The outline below describes the action of the spot, but that really doesn't begin to describe what the viewer sees. Imagine, on a city rooftop, the most complex neon sign you've ever seen, one that tells an entire story by switching lights on and off in sequence. Characters, action and environments - all CG neon bulbs, all precisely placed on an intricate virtual hoarding. Words really don't do the visual magic justice - run the QuickTime and see for yourself.

http://www.vfxtalk.com/images/articles04/fs_clientsname_1.jpg (http://www.framestore-cfc.com/press/07pr/070614lux/mov.html)
Click Here to View the Video! (http://www.framestore-cfc.com/press/07pr/070614lux/mov.html)

The tale is one of a bad day redeemed by a luxurious bath, and followed by a great night out. We open at dusk, on a neon hoarding high above a cityscape. We see our heroine - a neon waitress - holding her tray and waving cheerfully from the side of the building. Disaster strikes, as her right arm bulbs blow. Distraught, she heads for home, suffering further indignities en route, as she's splashed by a passing car (causing a second blown light) and trips over. Once home, she quickly slips off her clothes and climbs into her bath. Refreshed by her ablutions, she heads out for a spot of night life, drawing appreciative glances as she goes. She catches the eye of a cowboy, who whips out his lasso and pulls her to him. They hit it off and head for the local dance palace for a night of dancing and romance, as the camera pulls back to reveal another (non-neon) hoarding featuring a large image of the product.

Light Touch Required
One early idea from the agency was to actually construct the billboard for real, something that would have been both ruinously expensive and nigh impossible to achieve in a single take. Instead, an all CG process offered the chance to create a 'perfect' take, as if everything - from virtual film crew to blown lights - were working together in total synchronisation.
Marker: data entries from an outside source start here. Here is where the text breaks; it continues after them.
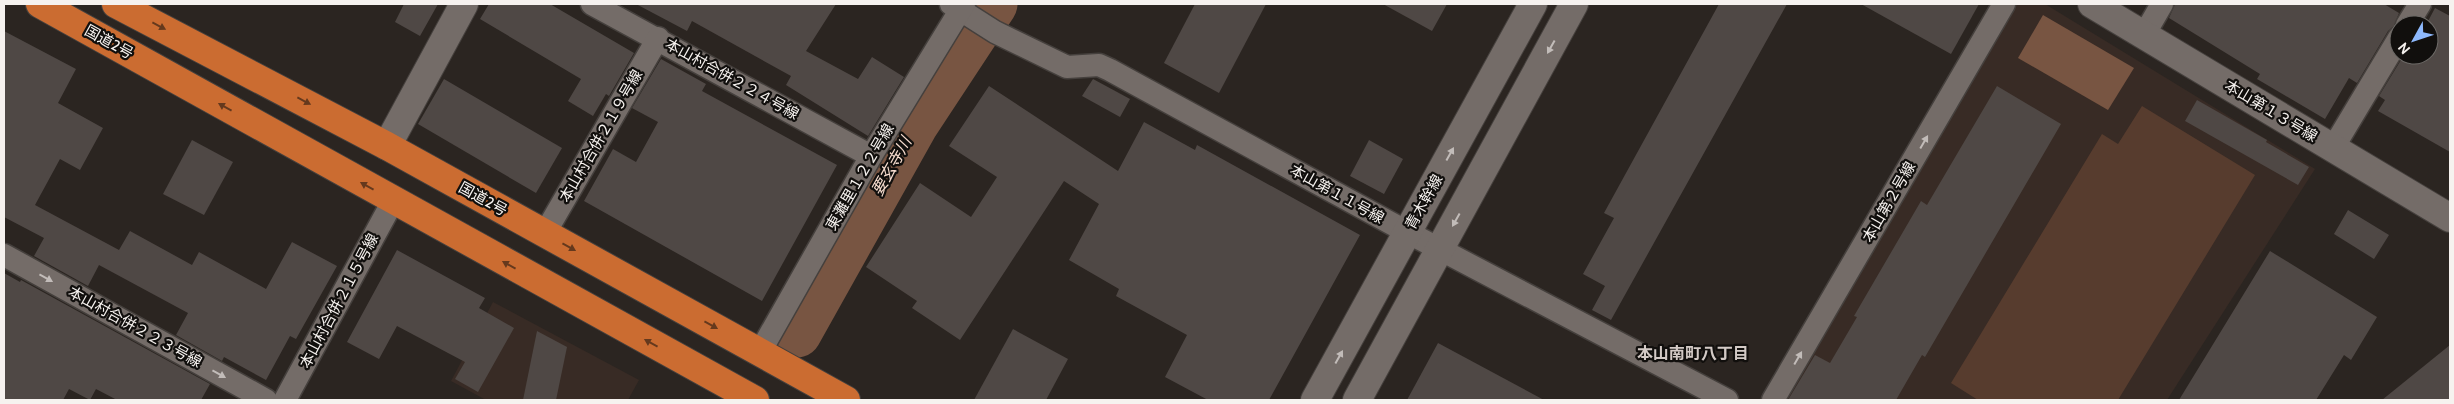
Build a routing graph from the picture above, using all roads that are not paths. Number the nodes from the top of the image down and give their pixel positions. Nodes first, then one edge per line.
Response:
1 (40, 4) edge
2 (116, 4) edge
3 (464, 4) edge
4 (592, 4) edge
5 (1533, 4) edge
6 (1574, 4) edge
7 (2004, 4) edge
8 (2092, 4) edge
9 (2162, 4) edge
10 (2420, 4) edge
11 (962, 9) edge
12 (2413, 15) edge
13 (2144, 35) junction
14 (658, 38) junction
15 (2389, 55) edge
16 (387, 146) junction
17 (2333, 148) junction
18 (871, 156) junction
19 (393, 201) junction
20 (2450, 218) edge
21 (1407, 232) junction
22 (545, 233) junction
23 (1440, 250) junction
24 (4, 255) edge
25 (760, 352) junction
26 (266, 400) edge
27 (285, 400) edge
28 (755, 400) edge
29 (846, 400) edge
30 (1315, 400) edge
31 (1357, 400) edge
32 (1727, 400) edge
33 (1773, 400) edge

19 -> 1 highway, 国道2号
2 -> 16 highway, 国道2号
3 - 16 street
4 - 14 street, 本山村合併２２４号線
21 -> 5 street, 青木幹線
6 -> 23 street
33 -> 7 street, 本山第２号線
8 - 13 street, 本山第１３号線
9 - 13 street
10 - 12 street
11 - 18 street, 東灘里１２２号線
11 - 21 street, 本山第１１号線
13 - 17 street, 本山第１３号線
14 - 18 street, 本山村合併２２４号線
14 - 22 street, 本山村合併２１９号線
15 - 17 street
16 - 22 highway, 国道2号
17 - 20 street, 本山第１３号線
18 - 25 street, 東灘里１２２号線
19 - 27 street, 本山村合併２１５号線
28 -> 19 highway, 国道2号
21 - 23 street, 本山第１１号線
30 -> 21 street, 青木幹線
22 -> 25 highway, 国道2号
23 - 31 street
23 - 32 street, 本山第１１号線
24 -> 26 street, 本山村合併２２３号線
25 - 29 highway, 国道2号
"This was a major project for us, in particular because of the contribution we made to the production design," says Dale Newton, Senior Animator with Framestore CFC's Commercials 3D team, and Production Designer for Neon Girl. "When we got the job there was a basic storyboard which laid out the narrative, but no designs. In the first months of production, we established a look to the neon drawings which Danny and Santo approved of."

http://www.vfxtalk.com/images/articles04/fs_clientsname_2.jpg

One of the first things we did was to create a very rough animatic purely for the agency, roughly outlining what we needed to achieve. That ran at three minutes long, and one of the first challenges was to work out how to get the story into 60 seconds whilst keeping it legible and coherent. Additionally, telling the story in one continuous camera move, economy was crucial. Initially, we tended to over-animate, discovering that instead of using, say, four or more drawings per second, the story could be told with two. And to make the most of those 2 drawings, their staging and timing had to be perfect. We had to think like neon sign designers, not animators!"
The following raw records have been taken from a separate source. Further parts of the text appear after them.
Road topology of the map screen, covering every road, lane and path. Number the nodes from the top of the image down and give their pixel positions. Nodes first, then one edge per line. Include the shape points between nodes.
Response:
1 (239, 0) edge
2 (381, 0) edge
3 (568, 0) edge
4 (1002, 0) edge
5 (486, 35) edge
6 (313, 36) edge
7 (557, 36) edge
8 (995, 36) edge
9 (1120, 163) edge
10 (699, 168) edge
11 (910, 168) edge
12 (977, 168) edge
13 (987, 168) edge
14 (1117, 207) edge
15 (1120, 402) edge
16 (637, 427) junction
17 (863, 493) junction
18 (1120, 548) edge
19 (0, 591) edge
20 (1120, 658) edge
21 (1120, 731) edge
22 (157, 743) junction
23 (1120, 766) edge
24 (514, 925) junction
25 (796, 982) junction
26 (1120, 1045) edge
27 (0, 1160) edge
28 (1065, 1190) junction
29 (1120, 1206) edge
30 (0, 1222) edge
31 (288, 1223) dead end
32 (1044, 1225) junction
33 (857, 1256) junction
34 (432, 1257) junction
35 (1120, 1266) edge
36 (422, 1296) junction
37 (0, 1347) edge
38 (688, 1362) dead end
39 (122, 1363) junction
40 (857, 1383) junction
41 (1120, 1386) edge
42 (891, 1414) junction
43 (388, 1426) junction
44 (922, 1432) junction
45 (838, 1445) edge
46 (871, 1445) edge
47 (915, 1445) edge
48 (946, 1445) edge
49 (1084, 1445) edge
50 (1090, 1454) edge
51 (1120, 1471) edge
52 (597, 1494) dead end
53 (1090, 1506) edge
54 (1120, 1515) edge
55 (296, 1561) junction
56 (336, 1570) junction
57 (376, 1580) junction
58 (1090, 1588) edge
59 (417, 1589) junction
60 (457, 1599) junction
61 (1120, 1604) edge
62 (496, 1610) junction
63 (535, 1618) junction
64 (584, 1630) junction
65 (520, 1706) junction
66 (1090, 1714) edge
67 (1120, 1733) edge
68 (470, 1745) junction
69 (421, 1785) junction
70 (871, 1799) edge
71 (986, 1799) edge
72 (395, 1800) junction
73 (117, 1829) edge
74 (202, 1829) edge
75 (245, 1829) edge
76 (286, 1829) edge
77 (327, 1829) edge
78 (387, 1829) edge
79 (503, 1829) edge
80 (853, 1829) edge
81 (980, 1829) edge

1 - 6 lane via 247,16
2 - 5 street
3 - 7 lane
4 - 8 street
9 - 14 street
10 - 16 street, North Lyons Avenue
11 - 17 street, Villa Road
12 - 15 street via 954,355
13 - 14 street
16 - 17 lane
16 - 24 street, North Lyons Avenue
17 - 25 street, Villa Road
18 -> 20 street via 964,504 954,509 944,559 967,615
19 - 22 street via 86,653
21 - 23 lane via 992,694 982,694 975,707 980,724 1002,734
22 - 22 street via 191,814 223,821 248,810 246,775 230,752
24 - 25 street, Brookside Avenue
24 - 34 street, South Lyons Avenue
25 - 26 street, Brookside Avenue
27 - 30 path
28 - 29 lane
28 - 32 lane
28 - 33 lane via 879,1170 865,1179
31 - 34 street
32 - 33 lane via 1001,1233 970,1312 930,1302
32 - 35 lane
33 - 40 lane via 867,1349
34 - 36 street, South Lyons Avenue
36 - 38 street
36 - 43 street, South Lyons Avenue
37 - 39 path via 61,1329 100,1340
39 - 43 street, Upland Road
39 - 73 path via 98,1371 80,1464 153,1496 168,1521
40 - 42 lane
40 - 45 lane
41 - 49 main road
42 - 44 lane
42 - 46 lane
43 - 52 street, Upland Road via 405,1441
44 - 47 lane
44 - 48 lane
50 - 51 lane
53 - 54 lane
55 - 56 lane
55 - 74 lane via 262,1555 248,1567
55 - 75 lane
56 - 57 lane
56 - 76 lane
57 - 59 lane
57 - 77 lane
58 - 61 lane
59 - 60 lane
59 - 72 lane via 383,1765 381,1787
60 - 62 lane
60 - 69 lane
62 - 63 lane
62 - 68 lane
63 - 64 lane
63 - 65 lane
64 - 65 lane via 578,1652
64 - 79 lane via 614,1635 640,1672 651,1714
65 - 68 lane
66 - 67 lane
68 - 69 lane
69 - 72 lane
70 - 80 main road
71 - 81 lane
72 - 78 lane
http://www.vfxtalk.com/images/articles04/fs_clientsname_3.jpg

Let There Be Lights
Overall, Newton spent some 6 months on Neon Girl, which includes a couple of months on inspirational design, through the early animatic work, to full production and delivery. "It didn't feel like an animation project, more like a film making project. It was more of a creative challenge than a technical one, from my point of view," he says, adding with a smile, "Though Diarmid - who handled the lighting - might have a different take on it."

Diarmid Harrison-Murray, Senior TD, concurs. "The process we developed was interesting, actually," he says, "Dale started off by sketching everything on paper, and this was converted into vector art using Toon Boom, a vector animation package. From Toon Boom the work went through Flash which gave us a file format that enables getting this 2d curve animation into Houdini.

In Houdini we'd put the animated curves through a feedback loop to generate all of the neons, whether they were on or off, and then we'd reapply their animation back on top of that to tell us which tubes should switch on at which point. So as well as the lighting and rendering, we were building all of the geometry of the neon tubes."

Because of the evolving nature of the project, a fairly automatic, procedural process was desirable. The elements couldn't be hand-modelled, because one change to the animation or design would mean everything would have to be done again. Explains Harrison-Murray, "The system we developed allowed us to plug the 2d animated curves at one end and get out neon tubes at the other end complete with all their bolts and trimming and a suitable amount of natural variation in appearance and behaviour: a controllable but automatic process. We had to monitor this and keep an eye out for bugs - but we got a smooth pipeline going eventually."

One of the big challenges in lighting this spot was the question of 'indirect illumination'. In this case all the light cast by the neon lights and bounced around by their surroundings. With a lighting set-up this huge, quite a bit of time had to be spent optimising a system that would give the indirect illumination and reflections needed, without bringing the render farm to its knees. Says Harrison-Murray, "We were rendering with Renderman, which has various systems in place to help you deal with a ton of geometry without running out of memory. In addition, the reality of production demands means that providing the result looks great, elegant fakery is quite acceptable."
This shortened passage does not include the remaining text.